Originally, this was a slow read and took me several days to finish. It’s not bad writing, just wordy with a high page count. I would get bored and wander away – for the whole day. But that’s only for the first half. It gets better.
The writing is somewhat centered on Margaret and Amos, who are the only scientists in the nation that are allowed to know about the infection (the title gives that tidbit away) and will hopefully soon understand how to defeat it. This requires a good amount of guesswork and fiddling with disintegrating, goopy bodies. Overall, they’re almost as clueless as I am. I did grow to like them, but not a whole lot. They are trying to save the nation from this horrible infection, so I would expect to see a little more drive and ambition. Definitely some demands made upon their employer; they have very little to go on and a small amount of help or tools.
When Perry Dawsey was introduced, I was fascinated with his character. He’s full of emotion, a need to be the best, and the ambition to overcome his childhood raised by a highly abusive father. Fortunately, he has his best friend, Bill, who is the only source of stability Perry has ever had in his life. They met in college where he had earned the name of “Scarey Perry” as a football player. It’s safe to say that he’s got some anger management issues. He’s also the main character who is infected. I believe that it is his mental hang-ups that make him a man who will not go down without a fight.

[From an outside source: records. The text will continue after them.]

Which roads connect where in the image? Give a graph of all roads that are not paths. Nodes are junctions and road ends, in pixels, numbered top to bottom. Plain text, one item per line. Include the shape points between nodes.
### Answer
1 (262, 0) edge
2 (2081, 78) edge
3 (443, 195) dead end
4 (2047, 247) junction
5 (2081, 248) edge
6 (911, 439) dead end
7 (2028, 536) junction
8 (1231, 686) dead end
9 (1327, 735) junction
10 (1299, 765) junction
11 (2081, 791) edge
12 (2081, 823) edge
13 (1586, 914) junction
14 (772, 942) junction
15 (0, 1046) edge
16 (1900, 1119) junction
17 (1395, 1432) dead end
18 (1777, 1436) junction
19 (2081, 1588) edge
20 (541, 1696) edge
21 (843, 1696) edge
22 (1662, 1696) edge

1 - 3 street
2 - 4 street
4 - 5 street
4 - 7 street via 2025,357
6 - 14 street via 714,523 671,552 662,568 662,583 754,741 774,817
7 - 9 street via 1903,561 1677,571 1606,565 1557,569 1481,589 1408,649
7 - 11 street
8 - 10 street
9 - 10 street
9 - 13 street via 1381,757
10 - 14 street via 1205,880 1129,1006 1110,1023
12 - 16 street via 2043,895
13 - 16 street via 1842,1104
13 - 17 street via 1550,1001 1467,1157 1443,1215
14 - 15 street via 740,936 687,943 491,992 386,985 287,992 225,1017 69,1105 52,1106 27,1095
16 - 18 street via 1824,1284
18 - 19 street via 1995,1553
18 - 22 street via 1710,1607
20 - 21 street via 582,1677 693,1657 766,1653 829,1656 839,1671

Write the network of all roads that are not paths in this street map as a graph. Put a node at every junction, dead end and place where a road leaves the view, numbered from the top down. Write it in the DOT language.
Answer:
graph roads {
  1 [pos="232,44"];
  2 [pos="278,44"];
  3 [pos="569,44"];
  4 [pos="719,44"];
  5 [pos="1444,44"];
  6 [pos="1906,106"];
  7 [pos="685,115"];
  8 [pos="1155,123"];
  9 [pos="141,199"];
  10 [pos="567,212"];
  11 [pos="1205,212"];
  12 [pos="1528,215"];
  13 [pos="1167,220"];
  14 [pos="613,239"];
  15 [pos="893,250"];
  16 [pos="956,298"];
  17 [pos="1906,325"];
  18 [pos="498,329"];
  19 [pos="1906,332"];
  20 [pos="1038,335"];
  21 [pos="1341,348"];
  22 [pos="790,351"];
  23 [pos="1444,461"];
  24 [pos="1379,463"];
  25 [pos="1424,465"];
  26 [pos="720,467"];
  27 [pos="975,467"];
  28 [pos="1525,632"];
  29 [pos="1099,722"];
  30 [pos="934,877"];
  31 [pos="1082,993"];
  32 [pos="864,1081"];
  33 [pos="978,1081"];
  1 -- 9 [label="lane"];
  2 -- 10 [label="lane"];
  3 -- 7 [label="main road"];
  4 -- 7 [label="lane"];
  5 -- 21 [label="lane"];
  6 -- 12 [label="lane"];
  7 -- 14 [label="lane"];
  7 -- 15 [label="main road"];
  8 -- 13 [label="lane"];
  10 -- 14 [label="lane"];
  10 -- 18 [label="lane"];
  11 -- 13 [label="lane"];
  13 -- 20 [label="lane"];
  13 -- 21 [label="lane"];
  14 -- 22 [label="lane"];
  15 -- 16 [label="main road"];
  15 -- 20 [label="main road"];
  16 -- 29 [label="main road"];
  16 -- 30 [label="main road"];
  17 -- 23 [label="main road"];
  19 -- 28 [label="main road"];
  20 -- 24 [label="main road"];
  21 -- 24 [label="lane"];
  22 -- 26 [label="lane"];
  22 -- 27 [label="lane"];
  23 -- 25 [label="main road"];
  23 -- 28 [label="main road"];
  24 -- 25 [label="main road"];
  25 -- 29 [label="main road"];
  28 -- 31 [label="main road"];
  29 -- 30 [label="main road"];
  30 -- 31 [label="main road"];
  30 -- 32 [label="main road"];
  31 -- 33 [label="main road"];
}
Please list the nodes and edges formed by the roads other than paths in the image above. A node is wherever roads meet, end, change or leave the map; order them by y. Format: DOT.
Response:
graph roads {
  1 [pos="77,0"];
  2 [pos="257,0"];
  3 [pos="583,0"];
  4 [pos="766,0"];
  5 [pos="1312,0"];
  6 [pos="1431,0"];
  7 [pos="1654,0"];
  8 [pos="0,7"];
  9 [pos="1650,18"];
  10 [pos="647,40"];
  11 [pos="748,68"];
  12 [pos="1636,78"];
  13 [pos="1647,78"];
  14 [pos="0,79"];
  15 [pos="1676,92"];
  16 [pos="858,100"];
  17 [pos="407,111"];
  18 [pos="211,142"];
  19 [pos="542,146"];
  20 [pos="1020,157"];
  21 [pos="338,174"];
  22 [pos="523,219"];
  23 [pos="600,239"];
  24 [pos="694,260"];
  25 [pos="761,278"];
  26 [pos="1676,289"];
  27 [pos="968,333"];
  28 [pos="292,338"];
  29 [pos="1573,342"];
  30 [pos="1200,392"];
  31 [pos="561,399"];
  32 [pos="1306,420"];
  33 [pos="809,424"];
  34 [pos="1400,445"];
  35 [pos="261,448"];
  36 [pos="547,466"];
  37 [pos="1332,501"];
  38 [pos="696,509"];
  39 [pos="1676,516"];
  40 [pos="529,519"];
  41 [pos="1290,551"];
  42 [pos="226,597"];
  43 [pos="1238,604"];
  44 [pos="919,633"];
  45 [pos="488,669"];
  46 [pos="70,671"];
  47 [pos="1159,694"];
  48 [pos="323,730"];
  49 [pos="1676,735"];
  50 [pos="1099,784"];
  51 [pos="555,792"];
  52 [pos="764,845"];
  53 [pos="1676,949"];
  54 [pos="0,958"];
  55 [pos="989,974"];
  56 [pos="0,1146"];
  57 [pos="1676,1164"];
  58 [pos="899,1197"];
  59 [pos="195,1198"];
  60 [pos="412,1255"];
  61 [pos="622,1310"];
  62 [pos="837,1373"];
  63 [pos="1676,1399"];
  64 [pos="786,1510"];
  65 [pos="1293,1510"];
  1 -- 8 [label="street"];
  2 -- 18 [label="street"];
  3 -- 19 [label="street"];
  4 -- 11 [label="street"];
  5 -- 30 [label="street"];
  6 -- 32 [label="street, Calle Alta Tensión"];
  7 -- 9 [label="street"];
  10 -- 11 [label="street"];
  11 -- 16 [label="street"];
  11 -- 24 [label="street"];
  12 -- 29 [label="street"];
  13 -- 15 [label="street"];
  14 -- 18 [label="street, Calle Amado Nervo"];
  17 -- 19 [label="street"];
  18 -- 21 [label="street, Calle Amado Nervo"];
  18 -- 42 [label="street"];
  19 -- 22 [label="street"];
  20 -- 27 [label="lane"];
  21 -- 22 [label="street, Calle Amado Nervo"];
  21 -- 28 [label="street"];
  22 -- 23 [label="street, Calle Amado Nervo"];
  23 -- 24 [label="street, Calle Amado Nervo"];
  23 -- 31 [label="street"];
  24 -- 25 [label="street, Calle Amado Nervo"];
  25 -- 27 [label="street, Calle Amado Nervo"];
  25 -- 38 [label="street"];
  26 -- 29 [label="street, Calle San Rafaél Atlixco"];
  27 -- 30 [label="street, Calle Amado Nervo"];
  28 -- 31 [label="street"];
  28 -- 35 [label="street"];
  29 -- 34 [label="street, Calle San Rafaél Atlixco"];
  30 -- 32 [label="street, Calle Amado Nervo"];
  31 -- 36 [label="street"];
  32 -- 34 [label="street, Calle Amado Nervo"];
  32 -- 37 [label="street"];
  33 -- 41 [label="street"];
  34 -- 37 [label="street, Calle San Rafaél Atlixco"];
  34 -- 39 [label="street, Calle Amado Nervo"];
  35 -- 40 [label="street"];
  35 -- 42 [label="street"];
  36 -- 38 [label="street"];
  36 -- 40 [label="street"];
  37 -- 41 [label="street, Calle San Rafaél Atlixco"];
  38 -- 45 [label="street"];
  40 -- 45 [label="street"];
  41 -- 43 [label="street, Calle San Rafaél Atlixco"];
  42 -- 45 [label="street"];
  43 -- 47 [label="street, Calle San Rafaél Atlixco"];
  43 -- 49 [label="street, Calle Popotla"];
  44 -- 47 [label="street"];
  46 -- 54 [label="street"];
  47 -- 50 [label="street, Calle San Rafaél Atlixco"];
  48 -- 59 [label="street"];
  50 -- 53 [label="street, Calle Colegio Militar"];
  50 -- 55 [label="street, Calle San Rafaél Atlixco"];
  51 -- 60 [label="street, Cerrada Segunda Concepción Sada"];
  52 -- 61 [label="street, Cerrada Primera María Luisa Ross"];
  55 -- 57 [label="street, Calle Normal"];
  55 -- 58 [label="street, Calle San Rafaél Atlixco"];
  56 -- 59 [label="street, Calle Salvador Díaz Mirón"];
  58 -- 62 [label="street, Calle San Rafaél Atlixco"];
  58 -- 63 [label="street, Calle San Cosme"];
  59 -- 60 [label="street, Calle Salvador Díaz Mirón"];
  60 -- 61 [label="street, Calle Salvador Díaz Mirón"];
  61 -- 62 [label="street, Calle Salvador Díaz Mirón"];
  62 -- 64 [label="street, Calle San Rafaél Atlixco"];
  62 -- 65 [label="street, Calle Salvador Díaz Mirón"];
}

Perry, along with several others, has no knowledge of being infected and when he starts having a most amazing case of itching, he thinks he can wait it out. When this turns into a continuous distraction and hinderance, he is finally sent home by his employer. Perry sees no purpose in doctors or anti-itch creams, but comes to think that he just might need both. Pulling up his sleeve, he sees a blue triangle under his skin and soon discovers others on his body. I found the triangle intriguing, but the itching business needed to be dealt with straightaway. Fortunately, it does subside, but the triangles don’t. In fact, they’re rather busy making themselves at home in his body.
I don’t want to give away the whole story, but the second half of the book is where I got caught up in the story. We follow Perry as he battles physically and mentally against the infection. Also, the other characters come into play and, finally, we have a fascinating story. Suddenly, everyone, including me, is enlightened and we get an inkling as to who, what, why, and maybe when. I couldn’t tear myself away from it and finished the last half in one day. My final say on this book, is give it a try.
Now, the rating:
- Genre and general reading age – Science fiction and for adults.
- Level of sexuality – There wasn’t enough room in the plot for sex.
- Was there graphic language? Yes. If I had uncontrollable itching and blue triangles I’d swear too.
- Did I cry? No.
- Did I laugh? No, it’s not that kind of story.
- Is this part of a series? This is a cliffhanger. The second is Contagious, which is followed by Pandemic.
- Level of character development – They developed slowly and not fully to my satisfaction, except for Perry.
Because I found the first half of the story slow, but a powerhouse of action in the second, I have to give it ⭐️⭐️⭐️.5 stars. Perseverance paid off. The last half was powerfully written, grab your skirts (ladies) and go, go, go!